[[ INFORMATION GIVEN open ]]
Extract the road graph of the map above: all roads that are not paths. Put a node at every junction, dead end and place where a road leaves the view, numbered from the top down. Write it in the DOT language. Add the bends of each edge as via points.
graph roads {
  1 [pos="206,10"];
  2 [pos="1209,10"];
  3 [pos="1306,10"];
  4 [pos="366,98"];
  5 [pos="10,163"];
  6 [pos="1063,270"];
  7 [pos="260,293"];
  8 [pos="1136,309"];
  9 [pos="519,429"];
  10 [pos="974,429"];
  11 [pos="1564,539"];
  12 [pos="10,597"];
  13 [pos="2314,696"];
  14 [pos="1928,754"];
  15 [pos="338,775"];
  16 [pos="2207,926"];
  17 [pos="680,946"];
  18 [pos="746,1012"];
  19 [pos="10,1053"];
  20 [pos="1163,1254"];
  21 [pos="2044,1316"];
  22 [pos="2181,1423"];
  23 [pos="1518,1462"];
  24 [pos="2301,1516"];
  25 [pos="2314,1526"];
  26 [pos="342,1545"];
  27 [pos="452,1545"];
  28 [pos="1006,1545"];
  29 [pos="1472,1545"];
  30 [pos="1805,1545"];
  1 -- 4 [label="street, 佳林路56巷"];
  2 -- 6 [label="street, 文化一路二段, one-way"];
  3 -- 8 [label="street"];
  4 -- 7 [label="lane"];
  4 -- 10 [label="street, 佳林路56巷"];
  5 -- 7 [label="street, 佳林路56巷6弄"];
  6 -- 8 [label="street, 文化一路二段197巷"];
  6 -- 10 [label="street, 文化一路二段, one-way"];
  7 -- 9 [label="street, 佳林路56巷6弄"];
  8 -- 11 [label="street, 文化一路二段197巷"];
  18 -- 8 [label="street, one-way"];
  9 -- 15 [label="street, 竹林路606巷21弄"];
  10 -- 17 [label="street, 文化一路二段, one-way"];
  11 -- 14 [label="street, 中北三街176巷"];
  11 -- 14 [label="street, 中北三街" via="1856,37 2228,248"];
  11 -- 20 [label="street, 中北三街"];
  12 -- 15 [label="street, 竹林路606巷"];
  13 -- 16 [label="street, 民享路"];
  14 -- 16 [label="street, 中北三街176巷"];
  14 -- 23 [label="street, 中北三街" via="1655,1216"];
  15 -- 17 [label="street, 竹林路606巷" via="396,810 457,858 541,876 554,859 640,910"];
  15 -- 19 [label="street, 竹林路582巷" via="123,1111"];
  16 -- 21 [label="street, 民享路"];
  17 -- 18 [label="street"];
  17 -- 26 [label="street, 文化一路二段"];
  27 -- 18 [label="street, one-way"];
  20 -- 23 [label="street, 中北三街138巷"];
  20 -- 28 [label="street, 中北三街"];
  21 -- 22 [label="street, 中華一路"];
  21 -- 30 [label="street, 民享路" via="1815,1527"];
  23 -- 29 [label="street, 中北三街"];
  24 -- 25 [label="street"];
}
[[ INFORMATION GIVEN closed ]]
After reading the records above, transcribe them verbatim.

Extract the road graph of the map above: all roads that are not paths. Put a node at every junction, dead end and place where a road leaves the view, numbered from the top down. Write it in the DOT language. Add the bends of each edge as via points.
graph roads {
  1 [pos="206,10"];
  2 [pos="1209,10"];
  3 [pos="1306,10"];
  4 [pos="366,98"];
  5 [pos="10,163"];
  6 [pos="1063,270"];
  7 [pos="260,293"];
  8 [pos="1136,309"];
  9 [pos="519,429"];
  10 [pos="974,429"];
  11 [pos="1564,539"];
  12 [pos="10,597"];
  13 [pos="2314,696"];
  14 [pos="1928,754"];
  15 [pos="338,775"];
  16 [pos="2207,926"];
  17 [pos="680,946"];
  18 [pos="746,1012"];
  19 [pos="10,1053"];
  20 [pos="1163,1254"];
  21 [pos="2044,1316"];
  22 [pos="2181,1423"];
  23 [pos="1518,1462"];
  24 [pos="2301,1516"];
  25 [pos="2314,1526"];
  26 [pos="342,1545"];
  27 [pos="452,1545"];
  28 [pos="1006,1545"];
  29 [pos="1472,1545"];
  30 [pos="1805,1545"];
  1 -- 4 [label="street, 佳林路56巷"];
  2 -- 6 [label="street, 文化一路二段, one-way"];
  3 -- 8 [label="street"];
  4 -- 7 [label="lane"];
  4 -- 10 [label="street, 佳林路56巷"];
  5 -- 7 [label="street, 佳林路56巷6弄"];
  6 -- 8 [label="street, 文化一路二段197巷"];
  6 -- 10 [label="street, 文化一路二段, one-way"];
  7 -- 9 [label="street, 佳林路56巷6弄"];
  8 -- 11 [label="street, 文化一路二段197巷"];
  18 -- 8 [label="street, one-way"];
  9 -- 15 [label="street, 竹林路606巷21弄"];
  10 -- 17 [label="street, 文化一路二段, one-way"];
  11 -- 14 [label="street, 中北三街176巷"];
  11 -- 14 [label="street, 中北三街" via="1856,37 2228,248"];
  11 -- 20 [label="street, 中北三街"];
  12 -- 15 [label="street, 竹林路606巷"];
  13 -- 16 [label="street, 民享路"];
  14 -- 16 [label="street, 中北三街176巷"];
  14 -- 23 [label="street, 中北三街" via="1655,1216"];
  15 -- 17 [label="street, 竹林路606巷" via="396,810 457,858 541,876 554,859 640,910"];
  15 -- 19 [label="street, 竹林路582巷" via="123,1111"];
  16 -- 21 [label="street, 民享路"];
  17 -- 18 [label="street"];
  17 -- 26 [label="street, 文化一路二段"];
  27 -- 18 [label="street, one-way"];
  20 -- 23 [label="street, 中北三街138巷"];
  20 -- 28 [label="street, 中北三街"];
  21 -- 22 [label="street, 中華一路"];
  21 -- 30 [label="street, 民享路" via="1815,1527"];
  23 -- 29 [label="street, 中北三街"];
  24 -- 25 [label="street"];
}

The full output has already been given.